Sunday Independent (Ireland)

Flying rashers are soon forgotten — just like our €2m promise

- RITA ANN HIGGINS

OH my God, I go to the Canary Islands for a week and what do I get when I come back? Nothing but scalding and unsettling news.

Hasn’t Galway County Council only gone back on a promise to give €2m to the European City of Culture project? The promise was made last July when it was announced by the judges that Galway would be crowned Capital of Culture in 2020.

The same day, the same people — the promisers — were air-punching and jumping and making unnatural screams on the street. (Some would say, howls of delight, others would say screams of embarrassm­ent.) The same day, people were hugging on the street. Oh my God. Give me anything but airpunchin­g and pedestrian hugging. Hugging is for the bedroom, streets are for eating pizza and drinking out of cans. Add some backslappi­ng to the hugging and within the hour you turn into Sleeveen McSlaphole. What with all that unnatural affection and buffoonery, promises were made — €2m of them to be exact.

Well, as the man said, flying rashers are soon forgotten. So the €2m that was proffered on the day of jubilation is now pulled back and stuck up in the consciousn­ess of a minor civil servant, or cross-referenced on an old computer somewhere in a stuffy office in the bowels of the county council.

Some of the reasons for the dirty double-cross were reasonable. Some would say it is no double-cross at all but only a postponed decision to cough up the €2m. One councillor was worried because some communitie­s don’t even have a playground, and €2m would buy a nice few swings and a couple of roundabout­s. The roundabout­s could have an Yves Saint Laurent attitude about them. A swing will always be a swing.

There was talk that the kids in the no playground­s area spent a good chunk of every day drawing on the back of the yellow wallpaper with permanent purple markers for stimulatio­n. Well, it beats doing wheelies up and down the spine of a three-legged lama that escaped from Coole Park.

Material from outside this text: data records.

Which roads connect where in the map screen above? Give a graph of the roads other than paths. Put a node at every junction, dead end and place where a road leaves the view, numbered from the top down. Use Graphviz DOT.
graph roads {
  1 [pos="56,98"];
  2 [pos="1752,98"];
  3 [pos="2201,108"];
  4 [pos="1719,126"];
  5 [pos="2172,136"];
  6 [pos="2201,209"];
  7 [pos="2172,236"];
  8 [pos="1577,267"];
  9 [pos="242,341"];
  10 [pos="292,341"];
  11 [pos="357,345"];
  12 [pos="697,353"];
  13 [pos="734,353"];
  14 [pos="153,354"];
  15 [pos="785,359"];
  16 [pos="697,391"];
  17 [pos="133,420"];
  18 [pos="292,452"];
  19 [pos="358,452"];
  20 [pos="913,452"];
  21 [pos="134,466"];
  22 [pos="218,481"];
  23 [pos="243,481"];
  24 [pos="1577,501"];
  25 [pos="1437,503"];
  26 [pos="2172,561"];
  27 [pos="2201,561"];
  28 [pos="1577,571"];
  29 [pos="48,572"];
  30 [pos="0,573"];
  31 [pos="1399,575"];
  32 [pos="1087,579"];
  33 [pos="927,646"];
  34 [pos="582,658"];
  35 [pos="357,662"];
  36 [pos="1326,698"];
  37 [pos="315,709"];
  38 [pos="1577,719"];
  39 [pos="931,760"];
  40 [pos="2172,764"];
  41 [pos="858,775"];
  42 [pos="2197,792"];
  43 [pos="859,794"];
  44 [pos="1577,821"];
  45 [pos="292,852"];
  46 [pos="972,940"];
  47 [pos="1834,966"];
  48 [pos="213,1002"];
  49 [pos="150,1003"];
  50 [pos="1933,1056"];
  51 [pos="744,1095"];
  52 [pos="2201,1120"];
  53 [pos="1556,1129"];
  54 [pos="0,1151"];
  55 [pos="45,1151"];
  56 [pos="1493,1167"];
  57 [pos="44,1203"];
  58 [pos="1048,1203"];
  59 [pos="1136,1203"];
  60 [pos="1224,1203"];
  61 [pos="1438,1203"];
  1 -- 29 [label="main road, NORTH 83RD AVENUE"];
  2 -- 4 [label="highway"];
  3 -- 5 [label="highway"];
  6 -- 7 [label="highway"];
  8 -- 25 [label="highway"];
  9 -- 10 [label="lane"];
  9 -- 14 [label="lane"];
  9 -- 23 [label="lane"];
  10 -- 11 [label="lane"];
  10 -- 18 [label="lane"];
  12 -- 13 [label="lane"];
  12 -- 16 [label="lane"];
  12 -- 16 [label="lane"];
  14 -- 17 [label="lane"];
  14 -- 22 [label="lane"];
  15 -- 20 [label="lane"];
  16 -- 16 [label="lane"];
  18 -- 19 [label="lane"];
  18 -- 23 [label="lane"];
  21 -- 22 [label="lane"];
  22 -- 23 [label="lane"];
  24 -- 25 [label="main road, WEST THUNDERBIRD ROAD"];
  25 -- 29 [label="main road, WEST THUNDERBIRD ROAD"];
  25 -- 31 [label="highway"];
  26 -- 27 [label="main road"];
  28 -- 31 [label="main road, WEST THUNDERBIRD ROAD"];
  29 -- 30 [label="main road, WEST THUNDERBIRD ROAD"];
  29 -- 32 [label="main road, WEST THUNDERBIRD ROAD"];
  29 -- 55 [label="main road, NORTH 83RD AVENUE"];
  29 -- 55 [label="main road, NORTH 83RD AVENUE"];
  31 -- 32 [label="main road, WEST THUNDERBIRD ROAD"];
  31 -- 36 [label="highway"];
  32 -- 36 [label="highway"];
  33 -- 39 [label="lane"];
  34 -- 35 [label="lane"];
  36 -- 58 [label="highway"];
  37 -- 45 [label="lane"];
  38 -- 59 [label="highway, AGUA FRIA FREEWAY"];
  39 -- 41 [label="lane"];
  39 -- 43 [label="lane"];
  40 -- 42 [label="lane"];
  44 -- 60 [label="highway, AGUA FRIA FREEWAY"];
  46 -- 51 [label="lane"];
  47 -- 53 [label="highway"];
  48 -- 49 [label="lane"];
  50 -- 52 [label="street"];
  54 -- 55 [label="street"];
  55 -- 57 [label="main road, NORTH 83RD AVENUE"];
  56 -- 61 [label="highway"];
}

Another councillor found the €2m hard to digest when we have potholes that would nobble a gluten-free donkey or bring a plough horse with a rare form of dermatitis to his knees. If we filled in the potholes first, slapped up a few roundabout­s and took the permanent markers off the kids and gave them back their cans, wouldn’t the wallpaper be in a far better state?

If that is not bad enough I met two women. Neither of them carrying two pints but both of them carrying opinions. The first woman had a frisson of indignatio­n about the trains. She said, be afraid, be very afraid if you get on the train at Athenry and you don’t pay for your ticket. Even if it’s a one-way €8 fare you will be pursued through the courts, as was the case a few weeks ago.

Sixteen passengers were called — but only four turned up. It’s up to Matlock now to find the ‘no-shows’ — the guy who owes the €36, the student who owes €19.

It’ll be Matlock’s job to slap a bench warrant on them. It would be easier to slap a happy face on a blobfish or an elephant seal than slap a bench warrant on one of the ‘no-shows’.

Wouldn’t all this pursuing through the courts and running the legs off Matlock with the bench warrants, cost a lot more that the piddling euro owed? Surely there are admin costs and solicitors’ costs and the devil knows what costs involved when the legal route is pursued? Could this be why Irish Rail is bleeding from the engine out?

Next thing you know, Matlock will want a shoe grant for all the leather he is using trying to locate the ‘no-shows’. Some say they are up in Nelly’s room behind the wallpaper. Before you know it, Matlock No 2 will want a grant for riding the clutch while he leans out the window of his old Studebaker or his brother’s Chevrolet Caprice.

As for the second woman! There was no second woman, only the first woman had a split personalit­y and a train fixation. She loved films about trains and she would tell you so straight up. Among her favourites were Bullet to Beijing, Doctor Zhivago, Murder on the Orient Express, Night Train to Venice but right now her absolute favourite was The Taking of Pelham 123 with Denzel Washington and John Travolta.

She knew John Travolta was all badass in it but, as she said herself, if you don’t feel the blood coursing through your veins occasional­ly, what’s the point in living? She grew tired of the buzz from bingo 20 years ago. She said it let her down like a damp ham sandwich above at Knock Shrine.

She said Athenry Station would need to mind itself or it could find itself like Pelham 123, getting hijacked by a gangster called Ryder. He’d drive that train straight through the aforementi­oned Capital of Culture and no leather grant would save Matlock from Ryder’s abominable manners.

Furthermor­e, it would take more than €2m to repair the old walls of Galway that date back to the 12th Century after a conversati­on with a runaway train.